Class-Incremental Learning for Honey Botanical Origin Classification with Hyperspectral Images: A Study with Continual Backpropagation
This work addresses the incremental challenge of distinguishing honey types for consumer protection in the food industry.
This study tackled the problem of classifying honey botanical origins using hyperspectral images by comparing class-incremental learning algorithms and proposing a novel technique combining continual backpropagation to improve performance, resulting in gains of 1-7% for most methods.
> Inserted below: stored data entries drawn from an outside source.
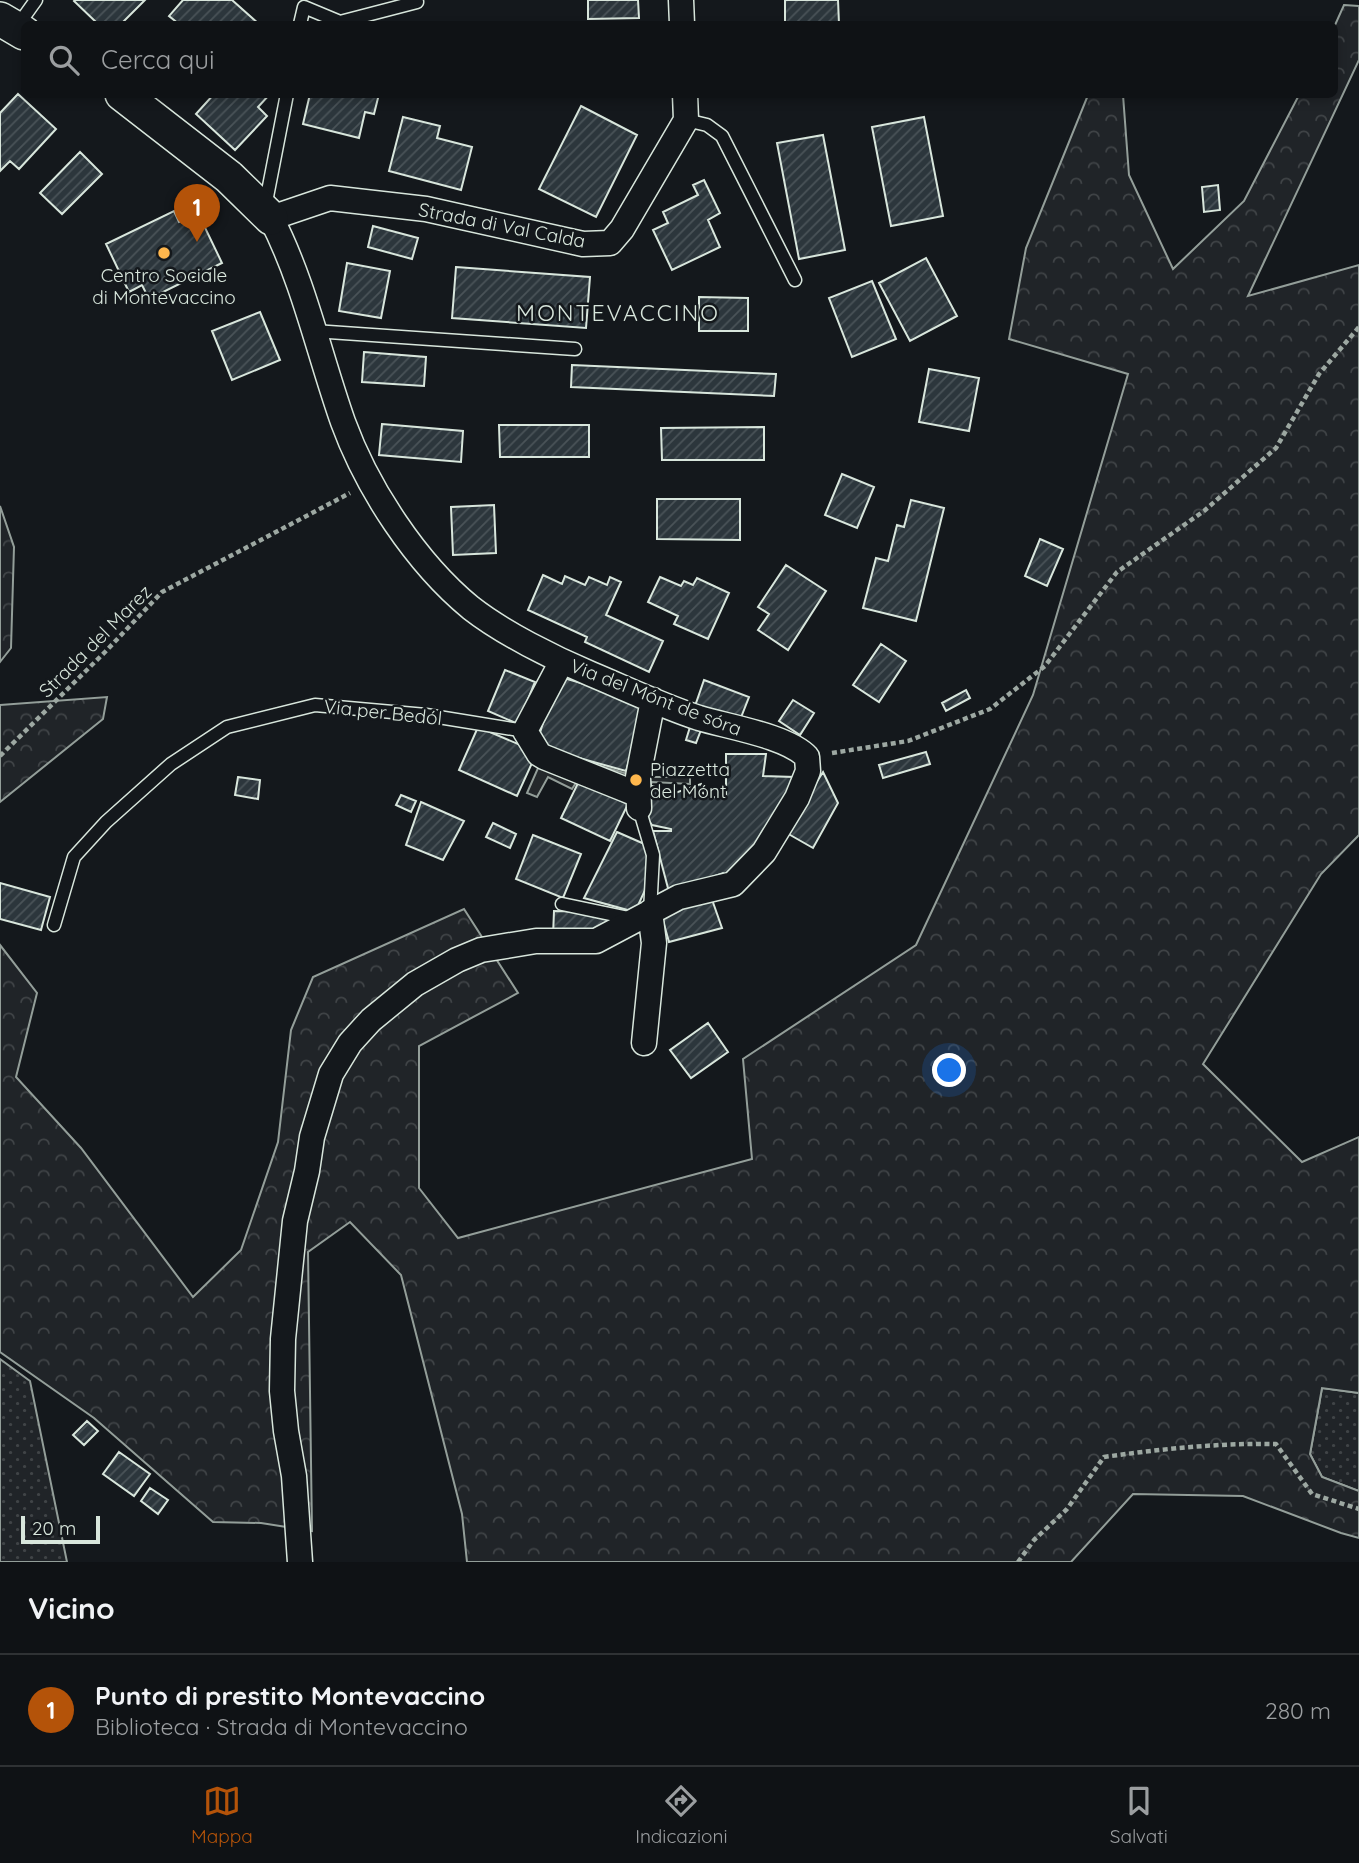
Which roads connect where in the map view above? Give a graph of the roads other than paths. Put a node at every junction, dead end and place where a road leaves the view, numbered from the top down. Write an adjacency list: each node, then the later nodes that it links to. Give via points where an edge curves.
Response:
1 (36, 0): 8 (lane)
2 (681, 0): 7 (street)
3 (417, 2): 6 (lane)
4 (301, 21): 5 (lane, via 303,7)
5 (338, 21)
6 (344, 21)
7 (682, 21)
8 (10, 31)
9 (127, 98): 13 (street, via 229,177)
10 (286, 98): 13 (lane)
11 (685, 98): 12 (street)
12 (686, 120): 13 (street, Strada di Val Calda, via 610,243 583,244 426,209 330,198); 14 (lane, via 707,125 722,136)
13 (268, 214): 15 (street, Via del Mónt de sóra)
14 (796, 280)
15 (314, 331): 16 (lane); 17 (street, Via del Mónt de sóra, via 369,482 404,533 453,592 479,613)
16 (575, 349)
17 (562, 662): 18 (street, Via del Mónt de sóra); 19 (street)
18 (653, 700): 20 (street, via 638,777); 22 (street, Via del Mónt de sóra, via 793,745 807,757 808,771 764,852 733,884 679,897)
19 (525, 731): 20 (street, via 539,754); 23 (lane, Via per Bedól, via 426,715 315,705 227,727 171,764 74,857)
20 (639, 802): 22 (lane, via 653,855)
21 (562, 904): 22 (lane, via 629,918)
22 (650, 912): 24 (street, via 654,943); 25 (street, via 596,941 536,941 481,950 457,960 415,984 371,1020 331,1074 295,1221 283,1339 282,1391)
23 (54, 925)
24 (644, 1043)
25 (300, 1562)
Honey is an important commodity in the global market. Honey types of different botanical origins provide diversified flavors and health benefits, thus having different market values. Developing accurate and effective botanical origin-distinguishing techniques is crucial to protect consumers' interests. However, it is impractical to collect all the varieties of honey products at once to train a model for botanical origin differentiation. Therefore, researchers developed class-incremental learning (CIL) techniques to address this challenge. This study examined and compared multiple CIL algorithms on a real-world honey hyperspectral imaging dataset. A novel technique is also proposed to improve the performance of class-incremental learning algorithms by combining with a continual backpropagation (CB) algorithm. The CB method addresses the issue of loss-of-plasticity by reinitializing a proportion of less-used hidden neurons to inject variability into neural networks. Experiments showed that CB improved the performance of most CIL methods by 1-7\%.